Farty Humor
For as long as I can remember, the humorous value of bodily functions has been deeply ingrained in my family. Whether someone starts to giggle uncontrollably as an odoriferous cloud spreads around them, or anything, anything at all, hints at the subject of farts, my family soon has tears of laughter running down their cheeks.
Strangely enough, we’ve always prided ourselves on our intellectual properties, our higher reasoning. Yet, relate a story involving someone passing gas, and all that brainpower disintegrates into a sobbing-with-laughter mess.
In the world of dementia, it can sometimes be a struggle to find things to talk about, let alone to laugh about. We lose so many ways to communicate with our loved ones, one after another, that it becomes more and more difficult to experience moments of closeness and understanding.

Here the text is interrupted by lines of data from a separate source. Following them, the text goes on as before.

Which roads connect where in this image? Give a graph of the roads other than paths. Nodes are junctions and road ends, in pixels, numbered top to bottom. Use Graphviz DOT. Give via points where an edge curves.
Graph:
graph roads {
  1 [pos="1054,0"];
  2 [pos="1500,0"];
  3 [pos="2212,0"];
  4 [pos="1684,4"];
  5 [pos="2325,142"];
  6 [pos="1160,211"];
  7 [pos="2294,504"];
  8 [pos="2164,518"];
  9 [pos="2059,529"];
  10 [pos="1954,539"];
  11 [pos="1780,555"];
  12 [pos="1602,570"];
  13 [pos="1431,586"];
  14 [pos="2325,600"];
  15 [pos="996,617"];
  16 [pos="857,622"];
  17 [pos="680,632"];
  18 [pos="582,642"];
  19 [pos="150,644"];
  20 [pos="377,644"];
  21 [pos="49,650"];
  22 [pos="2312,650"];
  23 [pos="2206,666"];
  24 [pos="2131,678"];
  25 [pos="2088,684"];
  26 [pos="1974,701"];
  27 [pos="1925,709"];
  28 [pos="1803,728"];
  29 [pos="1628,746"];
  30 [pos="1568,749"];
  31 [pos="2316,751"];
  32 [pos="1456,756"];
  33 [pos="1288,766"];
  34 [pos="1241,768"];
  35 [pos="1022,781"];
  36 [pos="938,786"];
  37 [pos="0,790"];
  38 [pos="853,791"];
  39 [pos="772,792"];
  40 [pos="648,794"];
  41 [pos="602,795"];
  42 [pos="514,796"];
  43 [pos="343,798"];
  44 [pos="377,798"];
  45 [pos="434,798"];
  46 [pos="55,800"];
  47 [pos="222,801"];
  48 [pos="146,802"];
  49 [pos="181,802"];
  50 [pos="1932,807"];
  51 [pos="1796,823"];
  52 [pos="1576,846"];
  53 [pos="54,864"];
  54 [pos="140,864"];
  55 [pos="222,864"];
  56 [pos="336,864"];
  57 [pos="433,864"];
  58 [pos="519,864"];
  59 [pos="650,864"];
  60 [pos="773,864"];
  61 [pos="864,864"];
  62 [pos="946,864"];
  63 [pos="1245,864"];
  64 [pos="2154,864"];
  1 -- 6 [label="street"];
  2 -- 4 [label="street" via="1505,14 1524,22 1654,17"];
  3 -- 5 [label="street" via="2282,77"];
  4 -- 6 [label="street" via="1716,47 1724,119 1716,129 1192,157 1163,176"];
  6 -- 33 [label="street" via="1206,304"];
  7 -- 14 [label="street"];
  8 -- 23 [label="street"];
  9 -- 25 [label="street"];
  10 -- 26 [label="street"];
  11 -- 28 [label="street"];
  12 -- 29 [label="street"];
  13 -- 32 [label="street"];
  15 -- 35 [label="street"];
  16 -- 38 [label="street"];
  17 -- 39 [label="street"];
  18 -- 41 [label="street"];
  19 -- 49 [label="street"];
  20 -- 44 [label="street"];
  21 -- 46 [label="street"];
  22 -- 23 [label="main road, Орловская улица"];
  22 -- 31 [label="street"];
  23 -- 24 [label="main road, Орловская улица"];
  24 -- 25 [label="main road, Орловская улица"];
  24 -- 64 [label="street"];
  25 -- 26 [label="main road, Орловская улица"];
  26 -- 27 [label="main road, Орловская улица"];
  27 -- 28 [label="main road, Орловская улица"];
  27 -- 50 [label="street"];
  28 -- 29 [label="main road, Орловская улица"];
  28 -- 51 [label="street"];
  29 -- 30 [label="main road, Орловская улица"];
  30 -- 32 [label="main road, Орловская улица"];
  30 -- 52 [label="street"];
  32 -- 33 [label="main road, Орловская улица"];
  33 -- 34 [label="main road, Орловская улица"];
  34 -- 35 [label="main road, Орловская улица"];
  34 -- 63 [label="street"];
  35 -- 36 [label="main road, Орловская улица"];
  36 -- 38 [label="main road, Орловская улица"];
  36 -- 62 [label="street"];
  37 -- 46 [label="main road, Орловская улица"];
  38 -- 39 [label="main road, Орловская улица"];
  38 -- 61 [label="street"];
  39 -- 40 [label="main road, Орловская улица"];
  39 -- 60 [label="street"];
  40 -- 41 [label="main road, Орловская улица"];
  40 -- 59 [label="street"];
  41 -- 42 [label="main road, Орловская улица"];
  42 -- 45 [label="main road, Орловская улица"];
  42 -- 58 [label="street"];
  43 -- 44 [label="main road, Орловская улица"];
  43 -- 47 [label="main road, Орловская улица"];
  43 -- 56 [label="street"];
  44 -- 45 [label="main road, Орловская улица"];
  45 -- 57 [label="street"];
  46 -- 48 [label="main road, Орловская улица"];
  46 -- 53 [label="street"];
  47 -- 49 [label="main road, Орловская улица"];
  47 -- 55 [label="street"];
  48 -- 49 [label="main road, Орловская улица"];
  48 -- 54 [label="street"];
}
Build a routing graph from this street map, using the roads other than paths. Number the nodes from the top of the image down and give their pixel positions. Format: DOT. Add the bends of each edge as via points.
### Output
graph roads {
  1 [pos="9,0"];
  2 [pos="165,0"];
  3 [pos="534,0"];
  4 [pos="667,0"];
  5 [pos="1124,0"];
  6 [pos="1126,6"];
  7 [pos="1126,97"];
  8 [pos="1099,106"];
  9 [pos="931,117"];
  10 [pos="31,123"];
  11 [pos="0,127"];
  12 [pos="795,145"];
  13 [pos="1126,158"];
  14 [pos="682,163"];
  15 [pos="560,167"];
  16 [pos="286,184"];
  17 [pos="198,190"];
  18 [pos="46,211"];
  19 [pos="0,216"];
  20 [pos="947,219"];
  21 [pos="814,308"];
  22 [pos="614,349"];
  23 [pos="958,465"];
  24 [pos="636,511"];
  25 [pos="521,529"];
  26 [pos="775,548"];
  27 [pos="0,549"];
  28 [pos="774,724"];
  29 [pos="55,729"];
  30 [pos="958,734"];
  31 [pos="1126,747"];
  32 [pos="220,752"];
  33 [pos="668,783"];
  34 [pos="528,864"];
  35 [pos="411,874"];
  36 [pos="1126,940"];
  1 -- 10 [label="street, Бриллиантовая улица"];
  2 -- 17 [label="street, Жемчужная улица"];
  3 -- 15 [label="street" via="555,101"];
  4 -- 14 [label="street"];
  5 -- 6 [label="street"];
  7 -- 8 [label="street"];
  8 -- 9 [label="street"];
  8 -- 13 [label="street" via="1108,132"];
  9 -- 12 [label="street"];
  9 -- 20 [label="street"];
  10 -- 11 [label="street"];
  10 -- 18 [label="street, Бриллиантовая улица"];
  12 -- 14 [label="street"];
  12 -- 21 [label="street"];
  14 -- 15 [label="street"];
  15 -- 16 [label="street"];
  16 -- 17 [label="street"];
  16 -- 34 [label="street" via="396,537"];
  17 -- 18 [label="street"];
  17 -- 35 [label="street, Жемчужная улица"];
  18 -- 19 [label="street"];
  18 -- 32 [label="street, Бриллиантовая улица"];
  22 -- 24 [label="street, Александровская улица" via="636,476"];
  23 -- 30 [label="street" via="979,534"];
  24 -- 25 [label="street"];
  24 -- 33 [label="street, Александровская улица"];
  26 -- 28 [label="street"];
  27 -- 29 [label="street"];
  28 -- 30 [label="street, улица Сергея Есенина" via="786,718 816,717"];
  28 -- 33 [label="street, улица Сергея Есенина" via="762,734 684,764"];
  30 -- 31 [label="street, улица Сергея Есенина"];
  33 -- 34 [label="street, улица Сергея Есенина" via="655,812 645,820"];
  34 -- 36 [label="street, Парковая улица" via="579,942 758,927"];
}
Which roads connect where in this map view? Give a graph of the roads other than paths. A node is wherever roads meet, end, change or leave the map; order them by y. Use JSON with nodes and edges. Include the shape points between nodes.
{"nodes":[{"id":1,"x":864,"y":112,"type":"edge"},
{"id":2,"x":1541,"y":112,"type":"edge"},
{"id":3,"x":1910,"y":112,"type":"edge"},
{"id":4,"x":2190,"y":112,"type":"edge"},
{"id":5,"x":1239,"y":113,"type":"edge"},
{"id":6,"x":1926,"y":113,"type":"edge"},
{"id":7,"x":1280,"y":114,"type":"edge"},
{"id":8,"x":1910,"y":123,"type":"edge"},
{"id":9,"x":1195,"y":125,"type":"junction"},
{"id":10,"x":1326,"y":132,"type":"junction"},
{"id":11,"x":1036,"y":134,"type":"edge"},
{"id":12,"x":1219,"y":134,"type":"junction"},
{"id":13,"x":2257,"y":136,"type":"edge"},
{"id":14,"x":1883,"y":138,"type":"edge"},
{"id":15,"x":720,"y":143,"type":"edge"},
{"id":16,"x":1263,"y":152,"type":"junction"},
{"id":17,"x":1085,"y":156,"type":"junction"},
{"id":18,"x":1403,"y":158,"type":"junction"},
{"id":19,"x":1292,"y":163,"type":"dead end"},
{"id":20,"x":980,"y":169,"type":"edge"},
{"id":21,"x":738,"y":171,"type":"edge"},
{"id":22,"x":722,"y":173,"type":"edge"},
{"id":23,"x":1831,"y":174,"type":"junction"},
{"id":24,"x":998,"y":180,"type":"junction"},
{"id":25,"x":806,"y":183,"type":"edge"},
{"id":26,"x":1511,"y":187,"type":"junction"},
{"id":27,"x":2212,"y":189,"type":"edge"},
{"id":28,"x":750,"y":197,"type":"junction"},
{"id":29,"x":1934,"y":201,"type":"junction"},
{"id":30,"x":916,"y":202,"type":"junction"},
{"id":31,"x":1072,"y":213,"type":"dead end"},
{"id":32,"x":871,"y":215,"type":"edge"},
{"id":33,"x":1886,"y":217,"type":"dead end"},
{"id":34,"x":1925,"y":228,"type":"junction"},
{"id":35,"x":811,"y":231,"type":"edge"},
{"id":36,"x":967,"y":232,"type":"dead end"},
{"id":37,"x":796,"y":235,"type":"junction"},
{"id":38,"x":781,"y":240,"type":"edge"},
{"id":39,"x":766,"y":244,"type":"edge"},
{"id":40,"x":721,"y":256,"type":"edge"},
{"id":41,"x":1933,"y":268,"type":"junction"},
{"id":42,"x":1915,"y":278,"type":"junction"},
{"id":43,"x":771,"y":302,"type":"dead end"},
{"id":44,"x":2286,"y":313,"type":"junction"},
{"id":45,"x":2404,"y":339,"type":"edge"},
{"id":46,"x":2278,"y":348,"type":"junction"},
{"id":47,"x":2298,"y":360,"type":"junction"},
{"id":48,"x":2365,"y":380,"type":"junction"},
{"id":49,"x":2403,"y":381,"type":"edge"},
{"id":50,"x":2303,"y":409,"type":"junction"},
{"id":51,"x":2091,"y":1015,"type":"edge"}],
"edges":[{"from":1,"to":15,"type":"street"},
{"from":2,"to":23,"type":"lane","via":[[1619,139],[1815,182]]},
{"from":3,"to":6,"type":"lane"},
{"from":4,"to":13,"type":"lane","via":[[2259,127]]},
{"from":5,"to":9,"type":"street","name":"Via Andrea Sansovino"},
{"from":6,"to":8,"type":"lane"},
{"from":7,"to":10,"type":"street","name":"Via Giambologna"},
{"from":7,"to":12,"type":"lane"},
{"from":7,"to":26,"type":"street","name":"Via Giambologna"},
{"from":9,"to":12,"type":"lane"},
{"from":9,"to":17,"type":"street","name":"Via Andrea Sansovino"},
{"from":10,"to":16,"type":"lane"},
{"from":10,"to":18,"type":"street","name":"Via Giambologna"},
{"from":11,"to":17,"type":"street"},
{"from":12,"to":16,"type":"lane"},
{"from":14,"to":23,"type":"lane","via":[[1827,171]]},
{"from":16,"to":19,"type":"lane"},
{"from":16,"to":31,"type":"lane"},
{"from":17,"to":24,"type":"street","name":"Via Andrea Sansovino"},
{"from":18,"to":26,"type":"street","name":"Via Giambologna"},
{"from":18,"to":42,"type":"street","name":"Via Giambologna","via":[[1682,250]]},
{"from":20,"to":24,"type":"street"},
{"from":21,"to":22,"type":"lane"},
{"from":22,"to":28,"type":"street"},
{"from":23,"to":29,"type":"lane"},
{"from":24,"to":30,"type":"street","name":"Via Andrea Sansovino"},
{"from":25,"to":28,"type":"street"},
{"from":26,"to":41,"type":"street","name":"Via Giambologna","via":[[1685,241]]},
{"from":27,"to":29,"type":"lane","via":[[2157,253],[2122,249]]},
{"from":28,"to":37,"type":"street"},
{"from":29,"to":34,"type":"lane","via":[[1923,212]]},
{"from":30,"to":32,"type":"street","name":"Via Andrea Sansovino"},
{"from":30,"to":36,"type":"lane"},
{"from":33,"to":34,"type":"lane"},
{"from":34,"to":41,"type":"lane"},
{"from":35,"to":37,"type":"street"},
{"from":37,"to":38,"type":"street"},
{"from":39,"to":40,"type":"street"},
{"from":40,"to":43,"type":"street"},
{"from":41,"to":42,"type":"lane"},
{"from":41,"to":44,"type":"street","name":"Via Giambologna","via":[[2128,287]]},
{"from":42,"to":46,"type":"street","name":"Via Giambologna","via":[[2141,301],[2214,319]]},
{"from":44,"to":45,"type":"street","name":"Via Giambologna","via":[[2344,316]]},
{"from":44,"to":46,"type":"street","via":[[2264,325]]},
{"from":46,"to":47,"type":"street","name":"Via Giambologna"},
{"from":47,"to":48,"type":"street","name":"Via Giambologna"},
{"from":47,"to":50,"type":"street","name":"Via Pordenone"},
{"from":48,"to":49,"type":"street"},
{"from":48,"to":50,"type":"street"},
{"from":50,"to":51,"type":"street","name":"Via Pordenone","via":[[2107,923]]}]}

And so it was with unrestrained joy that I discovered that our family’s holy grail of humor not only survived in my mother, but flourishes. Sitting next to her as she lets one rip, and then breaks out in a cascade of laughter has me hugging and kissing her and laughing along with her.
In a way, dementia can be quite liberating. Tossing aside societal conventions for a roaring laugh about a fart that makes my mother’s wheelchair tremble is absolutely worth the multitude of offended stares it attracts; not to mention my 4-year old and 2-year old’s excitement to have a partner in crime in “stink-bombing” an entire room.
Over the course of the last year, my oldest sister has been working hard to clean out our parent’s storage unit. One day she found a cartoon of a little boy blowing with great effort into a trumpet; the only result of the efforts being a small music note hovering next to his behind. (I would have liked to post the image here. However, I couldn’t track down the copyrights, so thought better of it. If any of you know who holds the copyright, please, let me know, and I’ll see whether they let me post it.)
I have since taped that cartoon to my mother’s closet where she can see it from her bed. And, so many times when I’ve visited her, I’ve seen her studying the image with a smirk on her face and a twinkle in her eyes.
Dementia for me (in my mother) has been a journey of discovery, of unexpected twists and turns, many sad, but also a great many happy, enriching, and down-right funny. You never know where you might find a connection, some closeness, some shared memories; and it doesn’t pay to be picky and choosy. I intend to make every one of those moments count.